_Action item_:
In the data below, how many lines contain the word "Мира"? Answer with the number alone.

_Recorded information_:
--- START ---
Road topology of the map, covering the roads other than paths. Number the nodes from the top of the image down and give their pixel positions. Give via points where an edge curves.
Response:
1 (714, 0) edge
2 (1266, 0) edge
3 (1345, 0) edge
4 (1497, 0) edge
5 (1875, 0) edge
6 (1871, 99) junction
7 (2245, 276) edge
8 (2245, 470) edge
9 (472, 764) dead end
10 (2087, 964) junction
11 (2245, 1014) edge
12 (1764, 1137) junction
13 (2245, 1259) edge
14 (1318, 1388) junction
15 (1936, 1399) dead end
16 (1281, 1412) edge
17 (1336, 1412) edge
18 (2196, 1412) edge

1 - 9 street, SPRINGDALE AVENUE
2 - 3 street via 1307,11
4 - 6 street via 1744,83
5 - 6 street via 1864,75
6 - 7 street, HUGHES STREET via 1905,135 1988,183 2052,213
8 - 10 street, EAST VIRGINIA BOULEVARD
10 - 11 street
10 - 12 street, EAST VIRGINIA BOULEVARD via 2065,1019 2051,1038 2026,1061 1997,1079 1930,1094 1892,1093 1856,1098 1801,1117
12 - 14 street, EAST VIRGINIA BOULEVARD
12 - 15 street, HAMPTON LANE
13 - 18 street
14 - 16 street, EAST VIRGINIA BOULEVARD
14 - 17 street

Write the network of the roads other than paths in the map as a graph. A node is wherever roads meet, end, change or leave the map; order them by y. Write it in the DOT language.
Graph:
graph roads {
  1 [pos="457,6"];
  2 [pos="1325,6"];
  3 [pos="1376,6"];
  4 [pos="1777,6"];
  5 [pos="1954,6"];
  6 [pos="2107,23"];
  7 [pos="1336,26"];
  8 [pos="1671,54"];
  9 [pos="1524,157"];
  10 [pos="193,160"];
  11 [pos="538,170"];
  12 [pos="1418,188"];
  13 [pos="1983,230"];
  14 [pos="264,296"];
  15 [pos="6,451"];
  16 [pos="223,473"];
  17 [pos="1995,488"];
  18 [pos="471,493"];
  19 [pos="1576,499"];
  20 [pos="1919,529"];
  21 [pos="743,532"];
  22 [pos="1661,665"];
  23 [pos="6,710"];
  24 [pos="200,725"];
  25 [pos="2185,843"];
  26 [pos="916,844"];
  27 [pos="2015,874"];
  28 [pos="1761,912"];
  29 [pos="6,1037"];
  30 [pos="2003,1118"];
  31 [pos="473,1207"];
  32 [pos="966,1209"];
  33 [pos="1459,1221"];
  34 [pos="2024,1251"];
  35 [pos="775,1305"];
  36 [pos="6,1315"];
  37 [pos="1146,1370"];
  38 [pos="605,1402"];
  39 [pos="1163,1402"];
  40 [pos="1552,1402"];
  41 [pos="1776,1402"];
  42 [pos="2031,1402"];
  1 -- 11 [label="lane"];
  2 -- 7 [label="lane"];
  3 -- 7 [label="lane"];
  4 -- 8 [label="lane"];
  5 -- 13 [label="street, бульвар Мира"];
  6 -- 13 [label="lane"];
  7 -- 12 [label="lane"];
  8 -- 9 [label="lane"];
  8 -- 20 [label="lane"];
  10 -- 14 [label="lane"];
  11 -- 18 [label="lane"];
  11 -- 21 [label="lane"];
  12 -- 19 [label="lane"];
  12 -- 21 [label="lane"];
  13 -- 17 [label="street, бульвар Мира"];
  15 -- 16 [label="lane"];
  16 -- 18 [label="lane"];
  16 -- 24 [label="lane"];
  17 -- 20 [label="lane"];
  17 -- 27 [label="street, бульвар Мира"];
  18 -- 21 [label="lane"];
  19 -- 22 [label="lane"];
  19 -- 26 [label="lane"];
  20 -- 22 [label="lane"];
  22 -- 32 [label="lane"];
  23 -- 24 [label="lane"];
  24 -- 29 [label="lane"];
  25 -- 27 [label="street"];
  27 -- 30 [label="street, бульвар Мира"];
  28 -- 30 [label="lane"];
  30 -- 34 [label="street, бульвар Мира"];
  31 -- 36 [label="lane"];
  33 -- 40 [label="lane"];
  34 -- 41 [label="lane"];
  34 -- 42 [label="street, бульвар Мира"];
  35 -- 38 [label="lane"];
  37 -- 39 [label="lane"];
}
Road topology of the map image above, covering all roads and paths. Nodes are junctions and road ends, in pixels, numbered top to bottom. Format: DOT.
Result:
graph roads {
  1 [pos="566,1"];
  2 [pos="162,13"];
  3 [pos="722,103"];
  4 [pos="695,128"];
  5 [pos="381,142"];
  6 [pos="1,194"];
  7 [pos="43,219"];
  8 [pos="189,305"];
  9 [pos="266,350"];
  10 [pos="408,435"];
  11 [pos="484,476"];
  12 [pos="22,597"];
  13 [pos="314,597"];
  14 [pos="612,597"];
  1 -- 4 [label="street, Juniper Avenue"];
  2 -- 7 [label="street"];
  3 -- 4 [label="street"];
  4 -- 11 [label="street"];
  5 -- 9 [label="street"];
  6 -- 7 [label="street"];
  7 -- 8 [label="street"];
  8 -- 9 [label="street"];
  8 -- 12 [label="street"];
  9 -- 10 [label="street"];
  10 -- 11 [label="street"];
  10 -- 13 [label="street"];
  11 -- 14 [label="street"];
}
--- END ---
_Result of the exercise_:
6